------ RECORDED DATA

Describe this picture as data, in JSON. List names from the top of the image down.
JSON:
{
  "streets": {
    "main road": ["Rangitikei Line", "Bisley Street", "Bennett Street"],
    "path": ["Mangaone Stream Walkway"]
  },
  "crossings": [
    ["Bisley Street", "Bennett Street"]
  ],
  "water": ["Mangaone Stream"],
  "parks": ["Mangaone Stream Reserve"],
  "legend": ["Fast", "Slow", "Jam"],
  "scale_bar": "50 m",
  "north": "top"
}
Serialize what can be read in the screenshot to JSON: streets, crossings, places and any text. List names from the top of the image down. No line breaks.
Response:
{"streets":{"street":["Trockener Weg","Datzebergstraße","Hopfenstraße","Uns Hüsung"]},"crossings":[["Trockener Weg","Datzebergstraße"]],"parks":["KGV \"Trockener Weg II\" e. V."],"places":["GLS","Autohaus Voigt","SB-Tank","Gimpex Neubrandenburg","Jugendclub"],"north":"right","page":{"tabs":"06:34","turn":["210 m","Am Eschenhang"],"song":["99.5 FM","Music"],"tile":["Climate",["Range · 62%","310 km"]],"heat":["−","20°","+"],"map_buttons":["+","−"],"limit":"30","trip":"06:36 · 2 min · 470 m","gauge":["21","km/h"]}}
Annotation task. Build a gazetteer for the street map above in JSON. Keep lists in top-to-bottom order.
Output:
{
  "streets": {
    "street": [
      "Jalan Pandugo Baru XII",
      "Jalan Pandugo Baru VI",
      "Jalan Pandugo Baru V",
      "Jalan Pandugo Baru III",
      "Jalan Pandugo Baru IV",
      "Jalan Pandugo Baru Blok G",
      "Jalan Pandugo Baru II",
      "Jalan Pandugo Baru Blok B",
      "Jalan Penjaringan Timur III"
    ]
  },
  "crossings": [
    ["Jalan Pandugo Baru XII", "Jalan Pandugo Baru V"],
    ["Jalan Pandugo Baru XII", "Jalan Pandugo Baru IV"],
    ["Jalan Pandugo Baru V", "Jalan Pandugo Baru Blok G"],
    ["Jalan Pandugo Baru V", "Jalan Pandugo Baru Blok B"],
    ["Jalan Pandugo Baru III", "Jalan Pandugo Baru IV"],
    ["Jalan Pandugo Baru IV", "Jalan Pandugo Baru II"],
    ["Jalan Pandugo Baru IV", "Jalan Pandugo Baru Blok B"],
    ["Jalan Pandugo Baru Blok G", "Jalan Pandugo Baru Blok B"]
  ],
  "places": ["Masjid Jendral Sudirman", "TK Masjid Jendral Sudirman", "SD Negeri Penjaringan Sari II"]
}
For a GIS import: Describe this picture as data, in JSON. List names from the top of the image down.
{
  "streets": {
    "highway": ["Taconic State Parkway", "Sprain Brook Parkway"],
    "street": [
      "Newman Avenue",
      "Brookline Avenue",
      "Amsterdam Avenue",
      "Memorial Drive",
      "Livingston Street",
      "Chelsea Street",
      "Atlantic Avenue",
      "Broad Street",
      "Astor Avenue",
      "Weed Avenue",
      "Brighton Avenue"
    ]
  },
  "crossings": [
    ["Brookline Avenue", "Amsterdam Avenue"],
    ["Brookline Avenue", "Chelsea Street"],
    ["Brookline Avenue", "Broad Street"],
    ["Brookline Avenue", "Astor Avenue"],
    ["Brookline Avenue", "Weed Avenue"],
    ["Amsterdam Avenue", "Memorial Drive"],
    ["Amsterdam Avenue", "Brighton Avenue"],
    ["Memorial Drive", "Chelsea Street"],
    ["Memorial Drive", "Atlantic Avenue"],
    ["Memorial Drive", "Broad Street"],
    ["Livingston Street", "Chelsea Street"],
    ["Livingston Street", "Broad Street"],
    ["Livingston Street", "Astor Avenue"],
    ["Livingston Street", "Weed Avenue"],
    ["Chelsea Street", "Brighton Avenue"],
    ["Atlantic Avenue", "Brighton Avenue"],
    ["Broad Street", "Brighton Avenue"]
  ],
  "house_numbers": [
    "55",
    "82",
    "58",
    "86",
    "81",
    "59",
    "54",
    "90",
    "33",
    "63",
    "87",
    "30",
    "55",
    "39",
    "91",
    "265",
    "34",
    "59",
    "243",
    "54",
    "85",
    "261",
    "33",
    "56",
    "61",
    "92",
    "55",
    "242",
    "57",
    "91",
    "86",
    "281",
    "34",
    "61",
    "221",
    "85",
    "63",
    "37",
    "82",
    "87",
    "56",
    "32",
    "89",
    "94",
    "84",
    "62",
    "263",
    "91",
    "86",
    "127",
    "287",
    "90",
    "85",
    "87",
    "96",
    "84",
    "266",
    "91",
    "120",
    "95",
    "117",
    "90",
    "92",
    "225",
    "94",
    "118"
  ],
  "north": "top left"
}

------------

[PROBLEM REQUIREMENTS] Return, unchanged, the run of lines above that opens with the line containing "Serialize what can" and closes with the line containing "Annotation task. Build". Include both.

[TASK RESULT]
Serialize what can be read in the screenshot to JSON: streets, crossings, places and any text. List names from the top of the image down. No line breaks.
Response:
{"streets":{"street":["Trockener Weg","Datzebergstraße","Hopfenstraße","Uns Hüsung"]},"crossings":[["Trockener Weg","Datzebergstraße"]],"parks":["KGV \"Trockener Weg II\" e. V."],"places":["GLS","Autohaus Voigt","SB-Tank","Gimpex Neubrandenburg","Jugendclub"],"north":"right","page":{"tabs":"06:34","turn":["210 m","Am Eschenhang"],"song":["99.5 FM","Music"],"tile":["Climate",["Range · 62%","310 km"]],"heat":["−","20°","+"],"map_buttons":["+","−"],"limit":"30","trip":"06:36 · 2 min · 470 m","gauge":["21","km/h"]}}
Annotation task. Build a gazetteer for the street map above in JSON. Keep lists in top-to-bottom order.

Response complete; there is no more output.